Evangelical US megachurches like Saddleback are market-driven, with transcendence not on the menu

http://www.guardian.co.uk/commentisfree/belief/2010/jan/22/popular-evangelical-c...

"Megachurches are market-driven. They study demographic data and plan marketing schemes tailored to their local target audiences."

"This is the future of middle-class US Christianity.... If the trend identified in the Aris study continues, we will see a country divided between conservative evangelical Christians and secular liberals – the latter hostile to religious belief, identified with evangelical Christianity. This is bad news because popular evangelical Christianity is religiously vacuous. It is directed to secular ends which, arguably, should be promoted by secular means. Saddleback is religion for people who don't like religion: transcendence is not on the menu."

"Saddleback... seemed the butt end of Christianity: stripped of history and icon­ography, wholly immersed in its secular surroundings, constructed according to a business model and promoted by motivational speakers – bland, cheerful, dull."

2OccamsHammer
Jan 23, 2010, 12:51 am

OK, I can see that mega-churches may not be to everyone's taste, but are 'museum' churches any better? I really do not follow the reasoning of the article, exactly how is a community based mega-church vacuous? Because they try to meet the needs of their members? Really?
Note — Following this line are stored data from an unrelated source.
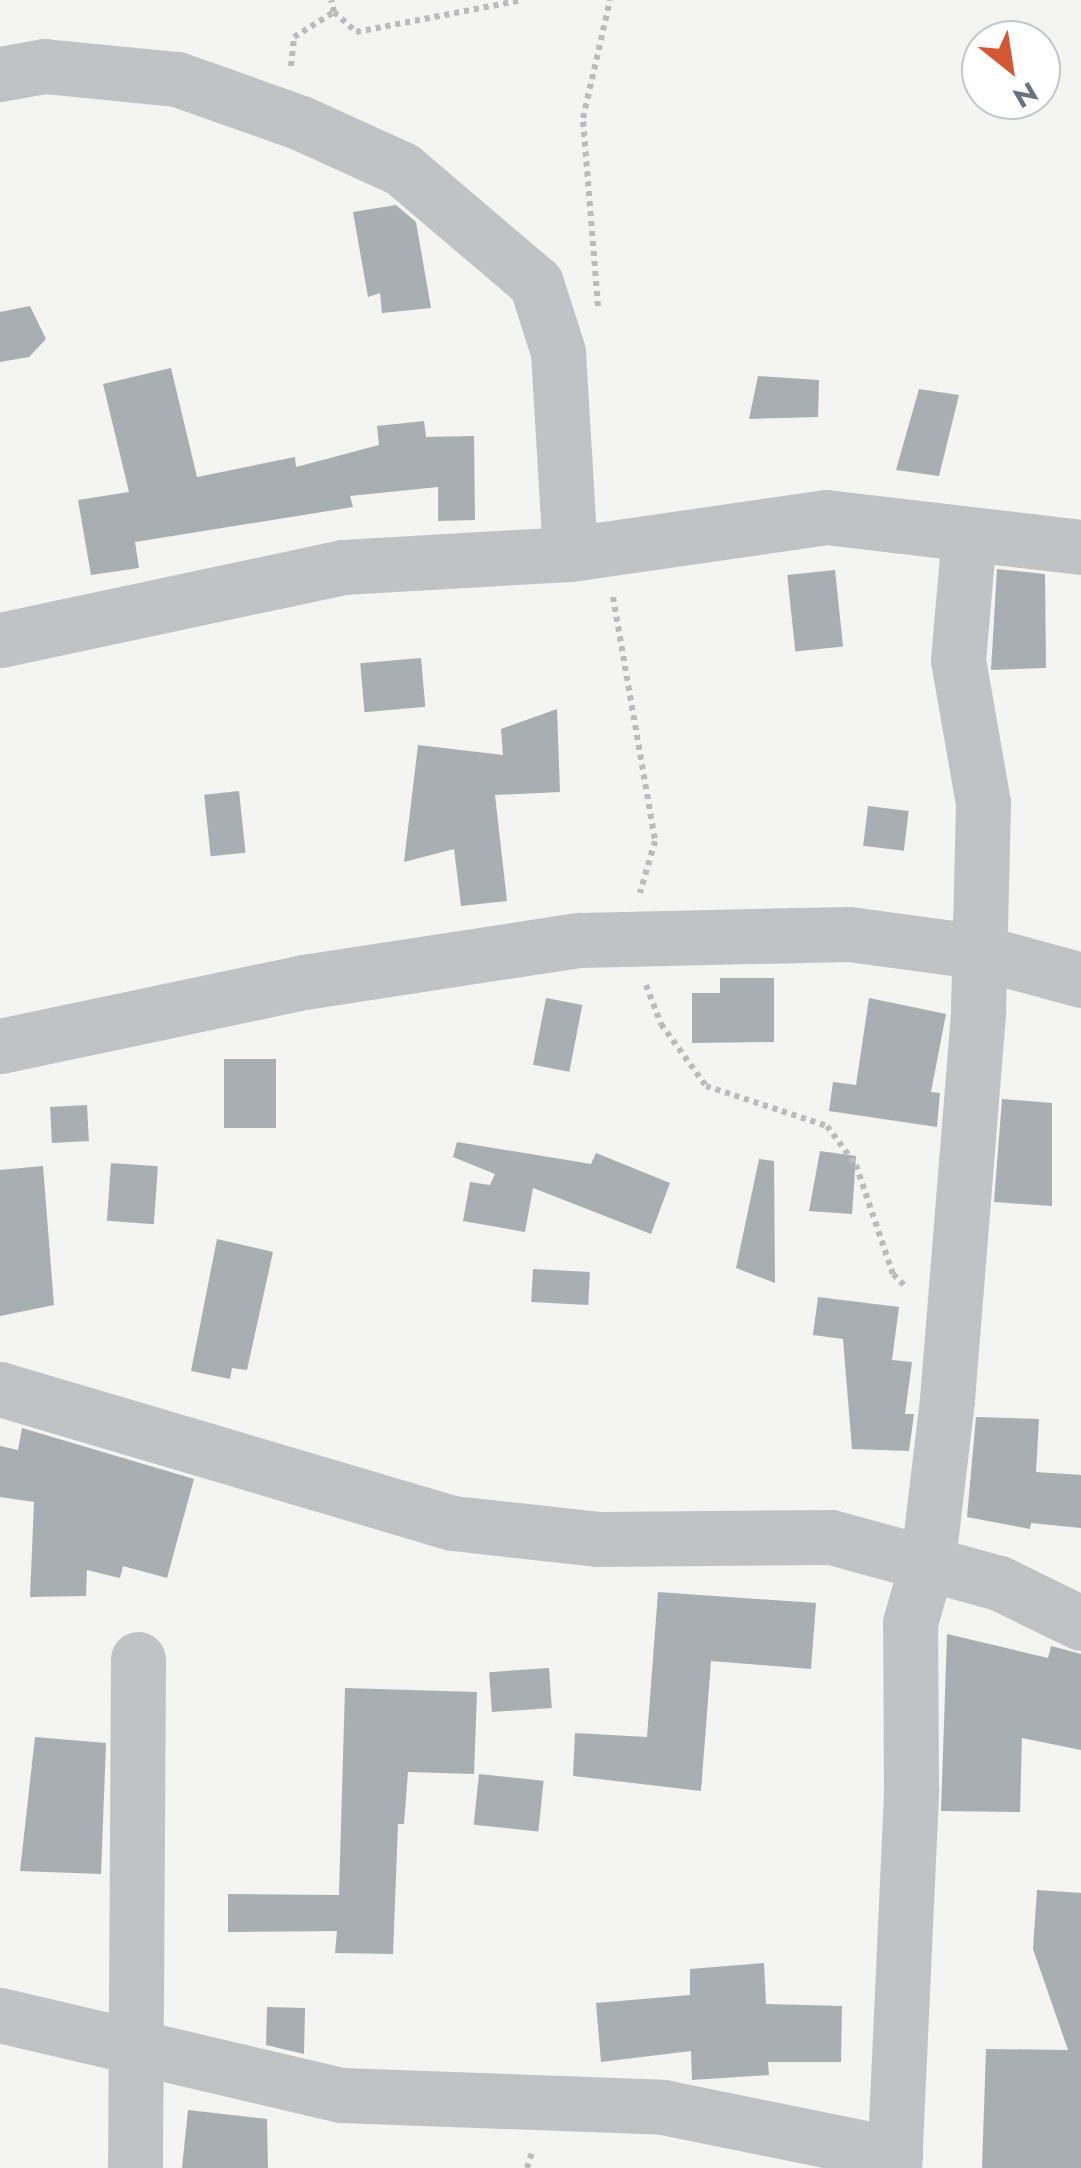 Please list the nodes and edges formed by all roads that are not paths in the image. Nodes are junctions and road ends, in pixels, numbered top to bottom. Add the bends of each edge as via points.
1 (0, 74) edge
2 (969, 534) junction
3 (1081, 547) edge
4 (594, 551) junction
5 (0, 640) edge
6 (975, 951) junction
7 (1081, 980) edge
8 (0, 1046) edge
9 (0, 1389) edge
10 (928, 1558) junction
11 (1081, 1624) edge
12 (138, 1659) dead end
13 (0, 2015) edge
14 (133, 2048) junction
15 (894, 2161) edge
16 (135, 2168) edge

1 - 4 street via 44,66 177,79 402,169 536,283 558,352
2 - 3 street
2 - 4 street via 826,517
2 - 6 street via 958,660 983,803
4 - 5 street via 343,568
6 - 7 street
6 - 8 street via 849,934 580,940 304,982
6 - 10 street via 978,1010
9 - 10 street via 452,1524 597,1539 831,1536
10 - 11 street via 999,1582
10 - 15 street via 910,1623 912,1788
12 - 14 street
13 - 14 street
14 - 15 street via 342,2096 663,2107
14 - 16 street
Saddleback is religion for people who don't like religion
The writer might be right on this point. To the members of Saddleback church they don't have a religion, they lead a christian lifestyle. Churches should be more than places of quiet reflection or 'navel gazing'.

3timspalding
Edited: Jan 23, 2010, 1:20 am

Yeah, it's hard to understand something you hate so immediately and viscerally. I basically agree with the author, but I recognize it's a question of taste. Megachurches reflect the culture around them, sure. To my mind anyway they seem middle-class, suburban, rootless and tacky—but also optimistic, unbounded, open-minded and very much alive. And that's assuming I understand them, which I freely concede is only possible.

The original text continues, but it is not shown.